# Building an AR-10`



## 3 Fs (Feb 25, 2010)

Been looking into building my own AR-10 (.308) and interested if anyone's got any particular advice. Already have about 30 long guns and want something that I can use as BOTH a predator and hunting rifle. I've thought about other calibers, but with the availability of optics set up for .308 and the WIDE range of bullets available, not to mention the cheap military ball ammo available, I thought that this would be a rifle that could not only serve it's purpose for predators, but for deer-sized game as well as just all around fun at the range. And although some may think so, to get the best accuracy, I don't think it's just as simple as buying an upper and lower and misc. parts and putting them together. And with the prices of these rifles on the market, you're bound to be able to build one better (and possibly cheaper) than you can buy already put together. Especially if you want to do it RIGHT!


----------



## vmaster59 (Mar 3, 2010)

With the A-10 you may be in for a suprize. It's not like building an AR-15. The prices are higher and the parts are harded to come by at this time. As far as cal. I belive the 308 is to much gun for hunting coyoes and I don't let anyone hunt with one that hunts with me. Don't want to loose any livestock due to over kill in cal. If you want one cal. for deer and coyotes I would go with the 243 Win. Now days most fac. firearms can shoot better than what most shooters are able of doing. The way firearms are made today is far better than in the past.

Clint


----------



## 3 Fs (Feb 25, 2010)

Thanks Clint...just looking for a weapon to use for both predator and deer-sized game and don't have a lot of faith in the .223. But I did know that for the .308 you can find military ball ammo pretty cheap if you want to just shoot a lot at the range and there's a WEALTH of different bullets to use for both predators and larger game. I haven't looked into building the AR in a different caliber than either the .223 or .308, although I guess now anything's possible. Maybe I should go that route?


----------



## yotes my r25 (Mar 1, 2010)

i have a r 25 that is a 308 and i bought it cuz i wanted to use for yotes deer and elk hope to see your ar10 build soon


----------



## catcapper (Feb 11, 2010)

3 Fs--a .243 is a great deer cal. My wife has taken 11 Elk in the last 10 yrs with her Ruger 77. There are lighter grain bullets available for whacking Coyotes. As always, careful in what direction you shoot. A .243 is just a necked down .308. Both cals. are over kill for Coyotes. Question: How can one over an animal?
Good luck on your build 3 Fs


----------



## 3 Fs (Feb 25, 2010)

Not too much worried about finding the perfect bullet for this build...I'll be reloading my own and can get pretty much what I want in the load/caliber part. Just not sure which way I'm goin to go yet? I just was trying to go with the .243 or .308 to be able to load and use it for deer or predator. Guess I'll figure it out...decisions, decisions??? LOL!

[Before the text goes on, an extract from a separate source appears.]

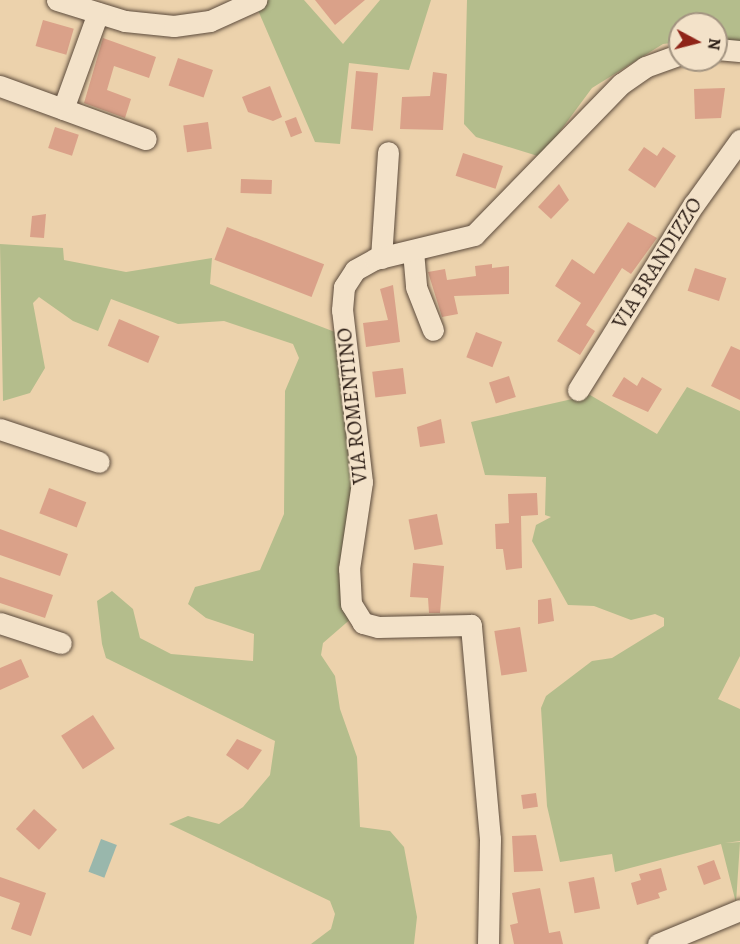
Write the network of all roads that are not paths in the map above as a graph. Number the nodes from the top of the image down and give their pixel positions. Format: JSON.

Thanks everyone for the input!


----------



## yotesniper (Mar 4, 2010)

Have you ever packed a ar-10 in the woods up and down hills? I have .... Not fun .. considerably heavier than a ar-15 platform. I would choose the ar-15 in a bullbarrel chambered in anything before I went with a ar-10. Theres lots of loads out there that will work for what your trying to do. Not to mention building a ar-10 is not the same.... lot more difficult to build a sub moa weapon. lots of $$$$$$$$$. Good luck with your build, hope you build a great blackgun.. but most of all have a ball calling in those song dogs, and chasin those bucks..


----------



## yotes my r25 (Mar 1, 2010)

or you could just buy a r 25 not to heavy comes in camo shoots 308 and with the coyote special scope you get a new one for $1700 thats about what iam in mine i like it .it alos shoots real nice to


----------



## S.WRIGHT (Mar 13, 2010)

I currently have a DPMSLR 308 with a NF 3x15x50 scope. I handload 155 Berger hunting bullets. I have had no problems with accuracy or the ability to cleanly take Coyote, Bobcat, Fox , Deer and targets. The biggest gain you can get is to upgrade to a better trigger. Most of your Ar companies make very good rifles. I would next ensure you can get very good scope mount and scope. As stated above the .308 will be a much heavier rifle however I want the most accurate AR I can afford, weight is not an issue for me. You can also look on the internet sites for the companies that make AR parts and rifles and it will take you some time to sort through but the options are just about endless.


----------